No entanto, pela difícil demarcação prática de fronteira entre o Executivo e Judiciário, a problemática de politização da justiça e judicialização da política se evidencia cada vez mais. Me parece que a nossa Carta Magna colabora para o agravamento do problema. Talvez o Primeiro-Ministro não teria desconfianças do Procurador-Geral da República se este não era nomeado pelo Presidente da República em um sistema político semipresencial.

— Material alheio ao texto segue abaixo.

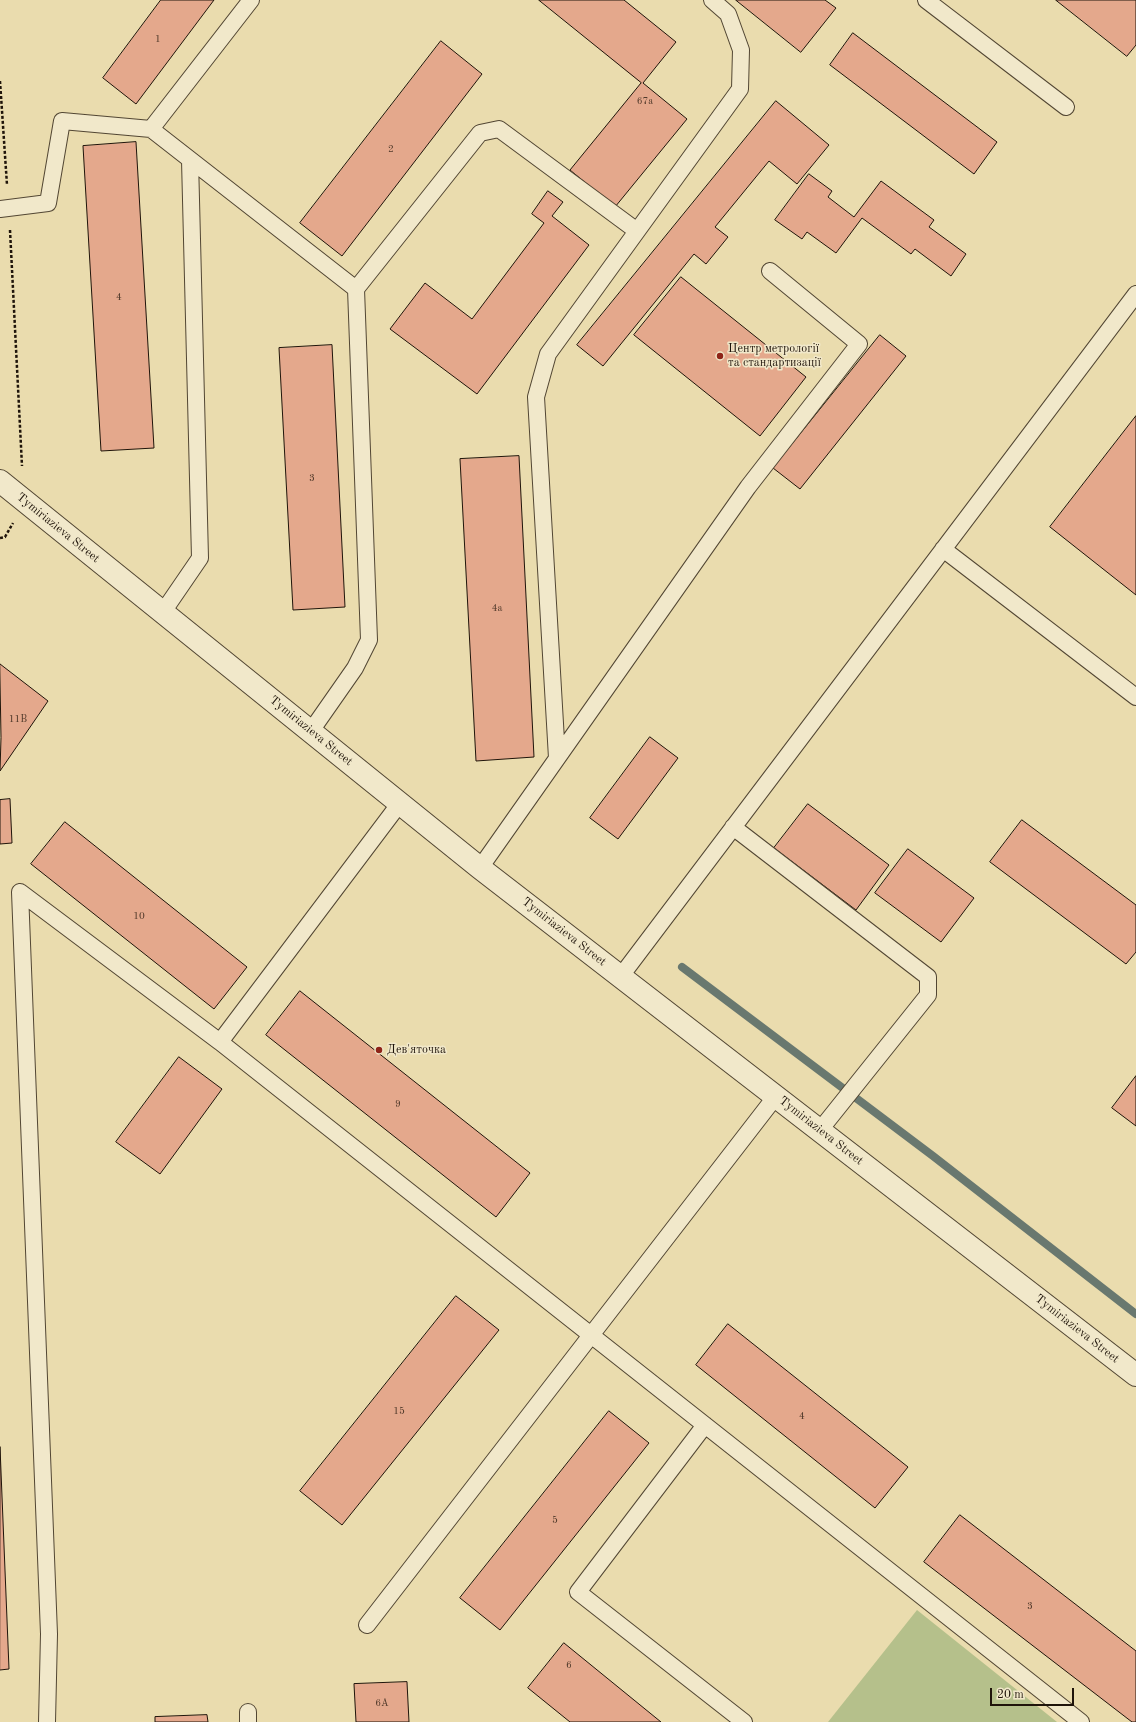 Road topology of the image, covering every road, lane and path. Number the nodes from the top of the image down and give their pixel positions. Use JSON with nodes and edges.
{"nodes":[{"id":1,"x":251,"y":0,"type":"edge"},
{"id":2,"x":712,"y":0,"type":"edge"},
{"id":3,"x":926,"y":0,"type":"edge"},
{"id":4,"x":0,"y":81,"type":"edge"},
{"id":5,"x":1066,"y":107,"type":"dead end"},
{"id":6,"x":151,"y":129,"type":"junction"},
{"id":7,"x":190,"y":160,"type":"junction"},
{"id":8,"x":4,"y":209,"type":"edge"},
{"id":9,"x":637,"y":231,"type":"junction"},
{"id":10,"x":770,"y":271,"type":"dead end"},
{"id":11,"x":356,"y":289,"type":"junction"},
{"id":12,"x":1136,"y":294,"type":"edge"},
{"id":13,"x":0,"y":481,"type":"edge"},
{"id":14,"x":24,"y":500,"type":"junction"},
{"id":15,"x":0,"y":538,"type":"edge"},
{"id":16,"x":943,"y":549,"type":"junction"},
{"id":17,"x":163,"y":612,"type":"junction"},
{"id":18,"x":1136,"y":697,"type":"edge"},
{"id":19,"x":311,"y":731,"type":"junction"},
{"id":20,"x":557,"y":758,"type":"junction"},
{"id":21,"x":400,"y":803,"type":"junction"},
{"id":22,"x":733,"y":828,"type":"junction"},
{"id":23,"x":480,"y":868,"type":"junction"},
{"id":24,"x":621,"y":976,"type":"junction"},
{"id":25,"x":220,"y":1042,"type":"junction"},
{"id":26,"x":776,"y":1096,"type":"junction"},
{"id":27,"x":820,"y":1130,"type":"junction"},
{"id":28,"x":591,"y":1335,"type":"junction"},
{"id":29,"x":1136,"y":1375,"type":"edge"},
{"id":30,"x":704,"y":1425,"type":"junction"},
{"id":31,"x":367,"y":1625,"type":"dead end"},
{"id":32,"x":47,"y":1722,"type":"edge"},
{"id":33,"x":744,"y":1722,"type":"edge"},
{"id":34,"x":1081,"y":1722,"type":"edge"}],
"edges":[{"from":1,"to":6,"type":"lane"},
{"from":2,"to":9,"type":"lane"},
{"from":3,"to":5,"type":"lane"},
{"from":4,"to":8,"type":"path"},
{"from":6,"to":7,"type":"lane"},
{"from":6,"to":8,"type":"lane"},
{"from":7,"to":11,"type":"lane"},
{"from":7,"to":17,"type":"lane"},
{"from":8,"to":14,"type":"path"},
{"from":9,"to":11,"type":"lane"},
{"from":9,"to":20,"type":"lane"},
{"from":10,"to":20,"type":"lane"},
{"from":11,"to":19,"type":"lane"},
{"from":12,"to":16,"type":"lane"},
{"from":13,"to":14,"type":"street","name":"Tymiriazieva Street"},
{"from":14,"to":15,"type":"path"},
{"from":14,"to":17,"type":"street","name":"Tymiriazieva Street"},
{"from":16,"to":18,"type":"lane"},
{"from":16,"to":22,"type":"lane"},
{"from":17,"to":19,"type":"street","name":"Tymiriazieva Street"},
{"from":19,"to":21,"type":"street","name":"Tymiriazieva Street"},
{"from":20,"to":23,"type":"lane"},
{"from":21,"to":23,"type":"street","name":"Tymiriazieva Street"},
{"from":21,"to":25,"type":"lane"},
{"from":22,"to":24,"type":"lane"},
{"from":22,"to":27,"type":"lane"},
{"from":23,"to":24,"type":"street","name":"Tymiriazieva Street"},
{"from":24,"to":26,"type":"street","name":"Tymiriazieva Street"},
{"from":25,"to":28,"type":"lane"},
{"from":25,"to":32,"type":"lane"},
{"from":26,"to":27,"type":"street","name":"Tymiriazieva Street"},
{"from":26,"to":28,"type":"lane"},
{"from":27,"to":29,"type":"street","name":"Tymiriazieva Street"},
{"from":28,"to":30,"type":"lane"},
{"from":28,"to":31,"type":"lane"},
{"from":30,"to":33,"type":"lane"},
{"from":30,"to":34,"type":"lane"}]} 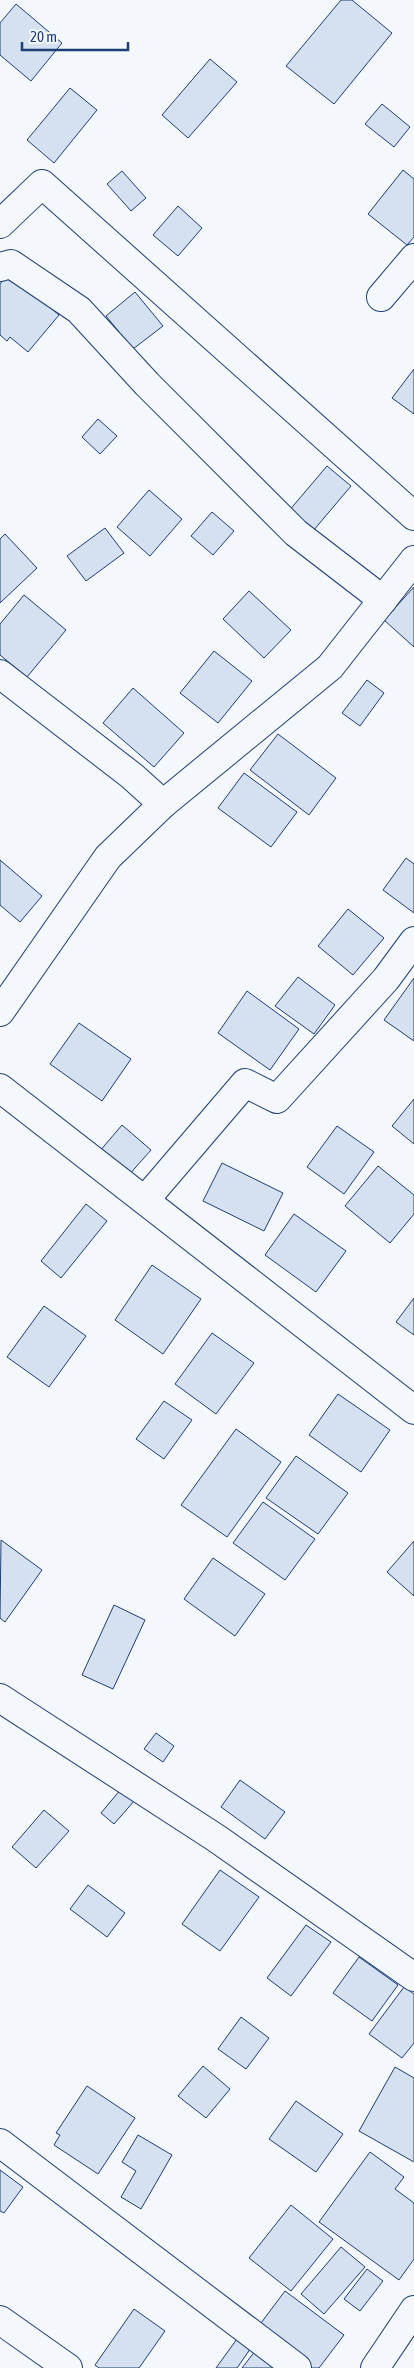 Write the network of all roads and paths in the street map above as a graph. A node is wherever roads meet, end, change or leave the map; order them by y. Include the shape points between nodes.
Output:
1 (0, 224) edge
2 (414, 258) edge
3 (0, 267) edge
4 (380, 297) dead end
5 (414, 516) edge
6 (414, 560) edge
7 (383, 600) junction
8 (0, 674) edge
9 (163, 804) junction
10 (414, 941) edge
11 (0, 1012) edge
12 (0, 1088) edge
13 (145, 1200) junction
14 (414, 1410) edge
15 (0, 1698) edge
16 (414, 1977) edge
17 (0, 2143) edge
18 (414, 2310) edge
19 (0, 2320) edge
20 (68, 2368) edge
21 (297, 2368) edge
22 (375, 2368) edge

1 - 5 street via 42,184
2 - 4 street
3 - 7 street via 11,264 80,310 147,384 296,534
6 - 7 street
7 - 9 street via 330,667
8 - 9 street via 132,776
9 - 11 street via 108,857
10 - 13 street via 386,979 277,1099 245,1083
12 - 13 street
13 - 14 street
15 - 16 street via 216,1838
17 - 21 street
18 - 22 street
19 - 20 street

Pela nossa experiência de delicada coabitação do Chefe de Estado e o Chefe do Governo, a nomeação do Procurador-Geral da República pelo primeiro magistrado da nação, em um sistema semipresidencial, tende a ser um elemento potencial de geração de desconfianças e crises institucionais. A nossa história democrática de dois decênios tem provado que os políticos não têm se adaptado ao semipresidencialismo, tendo propiciado inúmeras tensões, sobretudo entre o Presidente e o Primeiro-Ministro.

Historicamente, os Presidentes da República da Guiné-Bissau não conseguiram se restringir a supervisionar, enquanto garantes da paz e estabilidade, a atuação dos governos, sem politizarem. Afinal de contas são políticos e têm seus círculos políticos e dispõem de agendas políticas próprias. Aliás, o nosso sistema político lhes atribui essa margem. Essa realidade os impõe, mesmo não “querendo”, a influir por bem ou por mal nos governos. Isso é normal no tabuleiro político. Entretanto, em um modelo semipresidencial, essas influências tendem a ser problemáticas, sobretudo quando este e o Primeiro-Ministro carregam divergências políticas.

A questão é que um sistema que outorga ao Presidente da República poder sobre o judiciário e o mesmo semipresidencialismo, paradoxalmente, se diz “pretender equilibrar” o poder entre o Presidente da República e o Primeiro-Ministro, associado às tradicionais rivalidades entre as duas figuras, tende a gerar casos de questionamentos e insinuações de politização da justiça e judicialização da política. Repito, não estou a afirmar que foi o que aconteceu em relação à acusação de alguns membros do Governo pelo Ministério Público, embora seja a impressão que se pode ter.

Portanto, os questionamentos do Primeiro-Ministro só existiram porque o modelo político é semipresidencial. Se fosse parlamentarismo ou presidencialismo, dificilmente teria havido o ocorrido. O semipresidencialismo pode nos propiciar o amadurecimento e convívio democrático a partir da doutrina montesquiana de freio e contrapesos, mas pela nossa própria experiência democrática, tende a gerar, por muito tempo, delongas e controvérsias nas relações interinstitucionais. Por outro lado, se o parlamentarismo e/ou presidencialismo não são bons pedagogos nos mesmos termos que é o semipresidencialismo, os dois últimos tenderiam a ser mais eficientes e pragmáticos na governação da nossa jovem nação.